Il Vaticano corregge il Papa: “Gli atei vanno sempre all’inferno”

Nel corso dell'omelia della settimana scorsa Papa Francesco aveva riconosciuto anche per gli atei la possibilità di guadagnarsi il Paradiso.

di Simona Vitale 28 maggio 2013 11:32

Un portavoce del Vaticano ha espresso dei chiarimenti in merito alla parole che Papa Francesco ha espresso nei confronti degli atei, nel corso dell’omelia della settimana scorsa. Gli atei andranno all’inferno. Sua Santità, invece, aveva detto al mondo che anche gli atei possono guadagnarsi il Paradiso.

“Fare del bene“, ha spiegato il Papa nella sua omelia di mercoledì scorso , non è una questione di fede: “È un dovere, è una carta di identità che il Padre ha dato a tutti noi, perché ci ha fatti a sua immagine e somiglianza. E lo fa bene, sempre”.

Tuttavia, in una “nota esplicativa sul significato di ‘salvezza’“, il reverendo Thomas Rosica, portavoce del Vaticano, ha sottolineato che essere “buoni” da solo non è sufficiente per essere salvati. Le persone che conoscono la Chiesa cattolica, ha spiegato, “non possono essere salvate” se “si rifiutano di entrare in lei o di rimanere in lei.”

Rosica anche aggiunto che Papa Francesco non aveva “alcuna intenzione di provocare un dibattito teologico sulla natura della salvezza“, nel corso della sua omelia. L’attuale confusione teologica iniziata dopo che il leader di 1,2 miliardi di cattolici ha espresso il suo pensiero durante l’omelia della sua messa mattutina di mercoledì, 22 maggio, indica che gli atei dovrebbero godere i frutti della salvezza eterna se fossero buoni.

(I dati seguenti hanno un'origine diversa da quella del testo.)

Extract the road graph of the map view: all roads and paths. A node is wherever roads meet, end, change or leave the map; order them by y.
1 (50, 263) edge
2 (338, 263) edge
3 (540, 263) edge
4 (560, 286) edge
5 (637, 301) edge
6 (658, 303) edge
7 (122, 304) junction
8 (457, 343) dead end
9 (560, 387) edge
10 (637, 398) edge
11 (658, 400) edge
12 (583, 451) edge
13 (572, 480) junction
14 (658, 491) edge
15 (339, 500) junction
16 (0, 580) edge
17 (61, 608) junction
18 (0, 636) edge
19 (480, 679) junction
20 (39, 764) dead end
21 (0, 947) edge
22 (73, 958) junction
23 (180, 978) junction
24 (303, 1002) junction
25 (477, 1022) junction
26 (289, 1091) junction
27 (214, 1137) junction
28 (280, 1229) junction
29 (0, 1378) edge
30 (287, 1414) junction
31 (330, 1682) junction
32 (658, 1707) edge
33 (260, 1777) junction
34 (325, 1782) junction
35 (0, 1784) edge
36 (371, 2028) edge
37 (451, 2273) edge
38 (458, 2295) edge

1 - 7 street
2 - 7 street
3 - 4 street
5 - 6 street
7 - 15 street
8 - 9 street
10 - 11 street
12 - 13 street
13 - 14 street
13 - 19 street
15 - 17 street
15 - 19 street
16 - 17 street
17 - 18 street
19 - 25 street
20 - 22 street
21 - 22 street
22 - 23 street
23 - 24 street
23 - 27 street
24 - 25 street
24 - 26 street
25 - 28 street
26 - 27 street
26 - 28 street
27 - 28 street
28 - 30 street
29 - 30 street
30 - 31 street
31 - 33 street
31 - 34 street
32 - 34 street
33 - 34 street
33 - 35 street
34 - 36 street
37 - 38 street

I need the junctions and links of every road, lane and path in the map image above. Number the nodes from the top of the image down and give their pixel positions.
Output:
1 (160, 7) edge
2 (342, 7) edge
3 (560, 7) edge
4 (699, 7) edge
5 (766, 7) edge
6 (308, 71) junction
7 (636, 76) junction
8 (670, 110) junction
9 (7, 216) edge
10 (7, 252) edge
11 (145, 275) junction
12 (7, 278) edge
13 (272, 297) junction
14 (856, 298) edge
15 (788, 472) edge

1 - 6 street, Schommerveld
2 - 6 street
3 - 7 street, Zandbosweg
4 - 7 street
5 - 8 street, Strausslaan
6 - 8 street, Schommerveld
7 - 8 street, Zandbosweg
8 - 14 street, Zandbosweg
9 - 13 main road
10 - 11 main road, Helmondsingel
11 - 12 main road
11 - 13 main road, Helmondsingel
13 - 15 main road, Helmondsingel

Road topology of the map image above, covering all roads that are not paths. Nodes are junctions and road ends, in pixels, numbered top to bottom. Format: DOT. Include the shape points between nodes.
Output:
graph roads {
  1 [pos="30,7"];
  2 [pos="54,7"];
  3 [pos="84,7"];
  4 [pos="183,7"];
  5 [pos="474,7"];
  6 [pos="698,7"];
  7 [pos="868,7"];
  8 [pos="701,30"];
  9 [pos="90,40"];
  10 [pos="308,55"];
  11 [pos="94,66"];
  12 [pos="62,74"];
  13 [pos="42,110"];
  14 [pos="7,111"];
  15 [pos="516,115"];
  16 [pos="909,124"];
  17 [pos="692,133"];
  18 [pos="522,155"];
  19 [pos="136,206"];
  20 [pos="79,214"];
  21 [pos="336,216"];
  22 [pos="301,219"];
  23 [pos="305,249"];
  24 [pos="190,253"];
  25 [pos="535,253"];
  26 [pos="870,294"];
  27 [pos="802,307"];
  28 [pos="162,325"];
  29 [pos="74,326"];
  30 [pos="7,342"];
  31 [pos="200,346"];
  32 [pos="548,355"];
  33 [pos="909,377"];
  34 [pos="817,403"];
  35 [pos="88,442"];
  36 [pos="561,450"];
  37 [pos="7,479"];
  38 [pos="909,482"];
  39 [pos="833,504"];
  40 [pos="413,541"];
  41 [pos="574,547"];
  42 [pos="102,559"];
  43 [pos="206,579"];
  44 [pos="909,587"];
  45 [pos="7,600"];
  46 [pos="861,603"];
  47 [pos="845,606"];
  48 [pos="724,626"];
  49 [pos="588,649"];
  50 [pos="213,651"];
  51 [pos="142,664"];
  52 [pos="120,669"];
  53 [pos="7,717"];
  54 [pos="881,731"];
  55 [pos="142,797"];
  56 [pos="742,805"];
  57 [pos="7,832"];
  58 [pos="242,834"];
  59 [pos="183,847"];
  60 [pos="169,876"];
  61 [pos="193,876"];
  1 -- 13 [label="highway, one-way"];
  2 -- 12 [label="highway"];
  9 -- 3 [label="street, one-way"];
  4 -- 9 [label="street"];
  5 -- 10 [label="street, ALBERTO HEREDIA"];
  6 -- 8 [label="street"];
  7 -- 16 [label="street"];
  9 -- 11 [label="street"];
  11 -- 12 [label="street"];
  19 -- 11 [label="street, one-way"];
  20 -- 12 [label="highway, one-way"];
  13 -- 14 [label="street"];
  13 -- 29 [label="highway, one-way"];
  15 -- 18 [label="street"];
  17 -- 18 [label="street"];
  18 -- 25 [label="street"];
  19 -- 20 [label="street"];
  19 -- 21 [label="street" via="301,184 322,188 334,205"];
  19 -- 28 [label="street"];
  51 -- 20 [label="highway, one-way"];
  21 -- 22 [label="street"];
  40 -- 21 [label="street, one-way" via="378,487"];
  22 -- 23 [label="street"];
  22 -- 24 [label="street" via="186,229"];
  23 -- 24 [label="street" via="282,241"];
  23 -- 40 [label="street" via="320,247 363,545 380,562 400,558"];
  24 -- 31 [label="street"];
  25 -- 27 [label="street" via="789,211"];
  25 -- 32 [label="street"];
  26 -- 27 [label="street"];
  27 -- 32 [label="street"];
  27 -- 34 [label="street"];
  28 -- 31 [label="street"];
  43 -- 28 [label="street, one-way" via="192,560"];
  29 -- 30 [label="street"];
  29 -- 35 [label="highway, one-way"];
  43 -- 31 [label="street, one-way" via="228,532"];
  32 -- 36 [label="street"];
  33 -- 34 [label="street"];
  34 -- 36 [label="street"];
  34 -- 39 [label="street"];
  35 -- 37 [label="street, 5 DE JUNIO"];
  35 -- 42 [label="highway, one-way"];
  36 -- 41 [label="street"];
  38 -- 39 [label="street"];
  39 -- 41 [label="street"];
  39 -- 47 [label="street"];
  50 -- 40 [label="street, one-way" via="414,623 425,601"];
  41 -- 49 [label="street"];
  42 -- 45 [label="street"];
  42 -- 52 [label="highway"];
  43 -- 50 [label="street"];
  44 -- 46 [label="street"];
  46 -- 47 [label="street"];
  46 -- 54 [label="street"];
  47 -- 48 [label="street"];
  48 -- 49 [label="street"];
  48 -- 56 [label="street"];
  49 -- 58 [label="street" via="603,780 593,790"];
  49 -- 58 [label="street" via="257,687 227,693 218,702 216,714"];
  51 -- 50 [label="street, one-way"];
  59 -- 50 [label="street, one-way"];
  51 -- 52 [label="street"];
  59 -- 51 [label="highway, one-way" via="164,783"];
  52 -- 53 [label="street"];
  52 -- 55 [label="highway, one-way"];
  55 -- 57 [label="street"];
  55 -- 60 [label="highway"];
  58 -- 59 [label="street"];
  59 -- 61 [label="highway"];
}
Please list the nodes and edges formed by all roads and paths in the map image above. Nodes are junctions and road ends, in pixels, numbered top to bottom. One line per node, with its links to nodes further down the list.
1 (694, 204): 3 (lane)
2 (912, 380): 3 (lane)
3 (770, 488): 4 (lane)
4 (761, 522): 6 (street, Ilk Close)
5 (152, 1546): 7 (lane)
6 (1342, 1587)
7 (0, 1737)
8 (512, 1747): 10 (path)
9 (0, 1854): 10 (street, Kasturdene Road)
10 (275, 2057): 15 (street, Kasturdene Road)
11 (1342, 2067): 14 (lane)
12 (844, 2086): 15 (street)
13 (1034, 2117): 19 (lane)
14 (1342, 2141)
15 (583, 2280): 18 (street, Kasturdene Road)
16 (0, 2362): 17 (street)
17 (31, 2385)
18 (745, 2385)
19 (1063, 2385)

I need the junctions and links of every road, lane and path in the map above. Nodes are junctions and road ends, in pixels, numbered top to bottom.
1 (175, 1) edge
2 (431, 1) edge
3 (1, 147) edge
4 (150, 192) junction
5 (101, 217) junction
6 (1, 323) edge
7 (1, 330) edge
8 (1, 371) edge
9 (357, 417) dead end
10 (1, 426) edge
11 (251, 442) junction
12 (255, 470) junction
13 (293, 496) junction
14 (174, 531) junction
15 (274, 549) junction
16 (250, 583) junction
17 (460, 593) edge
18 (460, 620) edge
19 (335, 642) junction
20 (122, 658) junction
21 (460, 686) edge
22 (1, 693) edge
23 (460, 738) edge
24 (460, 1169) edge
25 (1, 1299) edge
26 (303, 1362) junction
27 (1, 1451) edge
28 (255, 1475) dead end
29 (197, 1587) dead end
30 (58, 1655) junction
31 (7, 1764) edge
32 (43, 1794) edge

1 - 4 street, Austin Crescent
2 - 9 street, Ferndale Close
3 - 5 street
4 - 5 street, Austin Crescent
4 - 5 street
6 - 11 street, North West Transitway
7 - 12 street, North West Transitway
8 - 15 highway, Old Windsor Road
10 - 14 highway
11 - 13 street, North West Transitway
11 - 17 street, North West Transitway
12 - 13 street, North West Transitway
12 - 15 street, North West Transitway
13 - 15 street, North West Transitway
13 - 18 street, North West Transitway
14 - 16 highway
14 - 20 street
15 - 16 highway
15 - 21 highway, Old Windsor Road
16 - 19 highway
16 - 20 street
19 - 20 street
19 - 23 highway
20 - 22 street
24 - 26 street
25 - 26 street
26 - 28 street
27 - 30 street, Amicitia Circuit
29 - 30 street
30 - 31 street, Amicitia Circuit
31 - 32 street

Papa Francesco aveva detto:

Il Signore ha redento tutti noi, tutti noi, con il Sangue di Cristo: tutti noi, non solo i cattolici. Tutti! ‘Padre, gli atei?’ Anche gli atei. Tutti! Siamo stati creati da bambini a somiglianza di Dio e il Sangue di Cristo ha redento tutti noi! E tutti noi abbiamo il dovere di fare del bene. E questo comandamento per tutti di fare del bene, penso, è un bel sentiero verso la pace. Se ognuno di noi fa la sua parte, se facciamo del bene agli altri, se ci incontriamo lì, facendo del bene, e noi andiamo lentamente, con dolcezza, a poco a poco, faremo quella cultura dell’incontro: abbiamo bisogno di quel tanto. Dobbiamo incontrarci per fare il bene. ‘Ma io non ci credo, padre, io sono un ateo ! ‘ Ma facciamo del bene: ci incontreremo là.

In un rapporto di USA Today molti non credenti americani hanno espresso sorpresa, ma anche accolto con favore i commenti di Papa Francesco riconoscendo che non avere fede non significa che qualcuno è pura malvagità. “Siamo una comunità che sta solo cercando di fare il bene e vivere una vita buona, proprio come accade nella maggior parte delle comunità”, ha dichiarato Greg Epstein, cappellano Umanista dell’Università di Harvard.